The present study has some limitations. First, FTD was not assessed with a specific FTD scale but with 15 items devoted to language and thought-related symptoms from general psychopathology scales. Including items from specific FTD scales (such as the TALD scale [6]) in cluster analyses might lead to the identification of somewhat different FTD clusters, although the SAPS/SANS used in our study correlate highly with TLC and TALD. However, we have used widely recognized scales enhancing the generalizability and practical relevance of our findings. Second, since there is a lack of consensus about the criteria by which the correct model should be selected in LPA, the decision on the number of extracted clusters might be to a small extent subjective. While several criteria were evaluated in the current study, model selection was also guided by interpretability of FTD clusters.
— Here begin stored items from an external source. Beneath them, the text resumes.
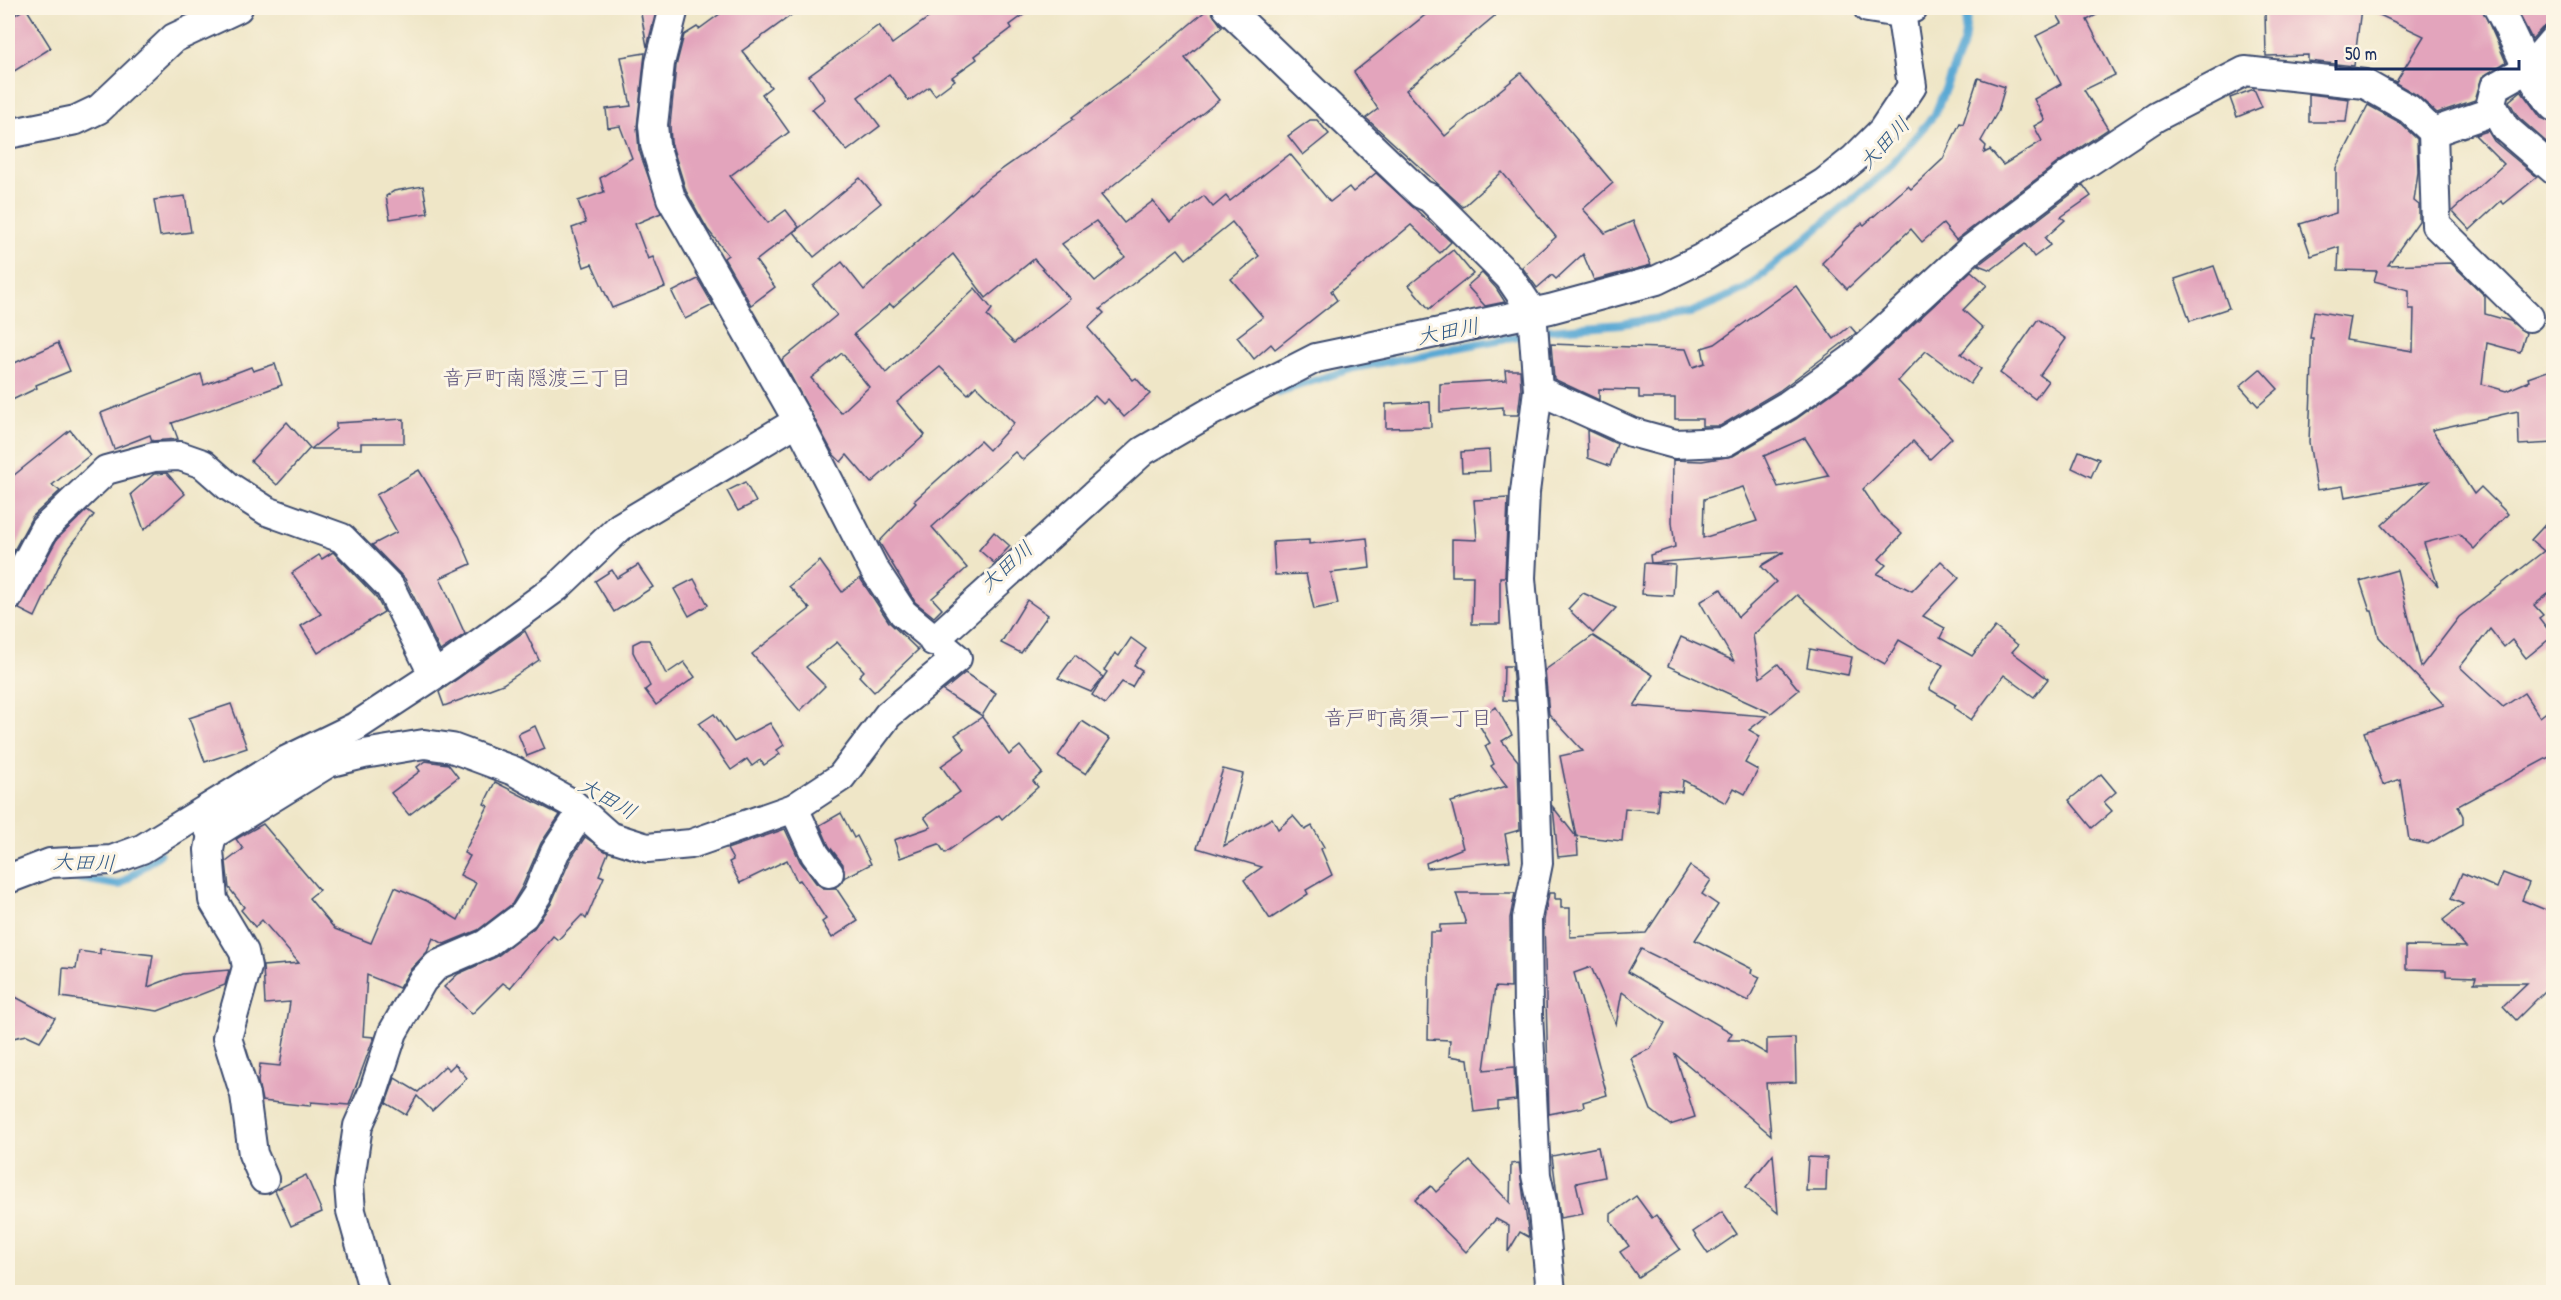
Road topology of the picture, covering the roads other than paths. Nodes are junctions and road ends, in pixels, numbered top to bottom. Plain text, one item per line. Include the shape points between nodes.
1 (238, 8) edge
2 (674, 8) edge
3 (1227, 8) edge
4 (1868, 8) edge
5 (2498, 8) edge
6 (1907, 10) edge
7 (2553, 39) edge
8 (2526, 70) junction
9 (2553, 107) edge
10 (2494, 111) junction
11 (2433, 132) junction
12 (8, 134) edge
13 (2553, 170) edge
14 (1532, 311) junction
15 (2529, 317) dead end
16 (1538, 390) junction
17 (798, 422) junction
18 (8, 597) edge
19 (933, 640) junction
20 (433, 674) junction
21 (794, 808) junction
22 (581, 813) junction
23 (206, 825) junction
24 (829, 873) dead end
25 (8, 879) edge
26 (264, 1179) dead end
27 (374, 1293) edge
28 (1551, 1293) edge

1 - 12 street via 174,38 99,109 76,120
2 - 17 street via 660,63 653,125 655,145 671,198
3 - 14 street via 1421,194 1430,198 1509,277
4 - 6 street
5 - 8 street via 2515,37
6 - 14 street via 1912,86 1882,131 1854,159 1824,183 1702,258 1658,280
7 - 8 street
8 - 9 street
8 - 10 street via 2495,87 2491,103
10 - 11 street
10 - 13 street via 2505,128
11 - 15 street via 2436,225
11 - 16 street via 2409,108 2365,84 2245,71 2156,117 2070,174 1970,250 1851,360 1788,405 1725,442 1675,444 1631,432
14 - 16 street
14 - 19 street via 1316,358 1212,411 1143,451
16 - 28 street via 1525,492 1521,578 1533,719 1538,863 1527,918 1528,1014 1536,1175
17 - 19 street via 874,569 903,613
17 - 20 street via 620,527 557,587
18 - 20 street via 44,529 106,470 154,457 180,456 203,464 267,511 342,538 390,587
19 - 21 street via 957,658 888,715 840,777
20 - 23 street via 355,727 283,762
21 - 22 street via 691,844 647,848 609,836
21 - 24 street via 815,854
22 - 23 street via 573,804 514,771 452,748 424,744 328,763
22 - 27 street via 555,852 524,915 486,944 437,965 422,981 393,1032 358,1126 349,1185 351,1211
23 - 25 street via 112,860 50,863
23 - 26 street via 213,900 244,952 247,967 227,1038 245,1095 253,1154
Third, aberrations in gray matter brain structure between FTD clusters resulted from group comparisons without healthy participants, because of the small variance in FTD present in the latter group [3, 6]. Nevertheless, this approach is most suitable for the exploration of differences between FTD clusters across mental disorders. Fourth, the cross-sectional design limits the ability to draw conclusions about causality or directionality between neuroanatomical differences and FTD symptomatology. Fifth, the majority of patients included to the present study were diagnosed with MDD. Nevertheless, several robustness checks confirmed the transdiagnostic validity of FTD clusters.

Conclusion

This study offers several strengths and new insights. First, data-driven approaches as employed in the present study provide valuable insight into the clinical co-occurrence of psychopathologies highlighting their nature as multidimensional constructs. By employing a transdiagnostic perspective, this work demonstrates how advanced clustering methods can reveal the heterogeneity within and across psychiatric disorders and therefore assist the establishment of symptom-specific typologies (i.e., syndromes and sub-syndromes), their neural correlates, and eventually treatments (which are mostly syndrome based in psychiatry). Second, combining data-driven approaches on psychopathology with the examination its of neuroanatomical correlates, our study contributes to understanding the neural basis of complex syndromes like FTD that transcends traditional diagnostic boundaries. Rather than aligning with any single diagnosis, our findings indicate that a network of structural brain changes is more closely associated with specific symptoms or syndromes, reinforcing the importance of a neurobiological transdiagnostic approach in future etiological research. Finally, we extended existing knowledge on the neural correlates of FTD by demonstrating that cortical surface alterations, in addition to volumetric changes, are implicated in thought and language impairment.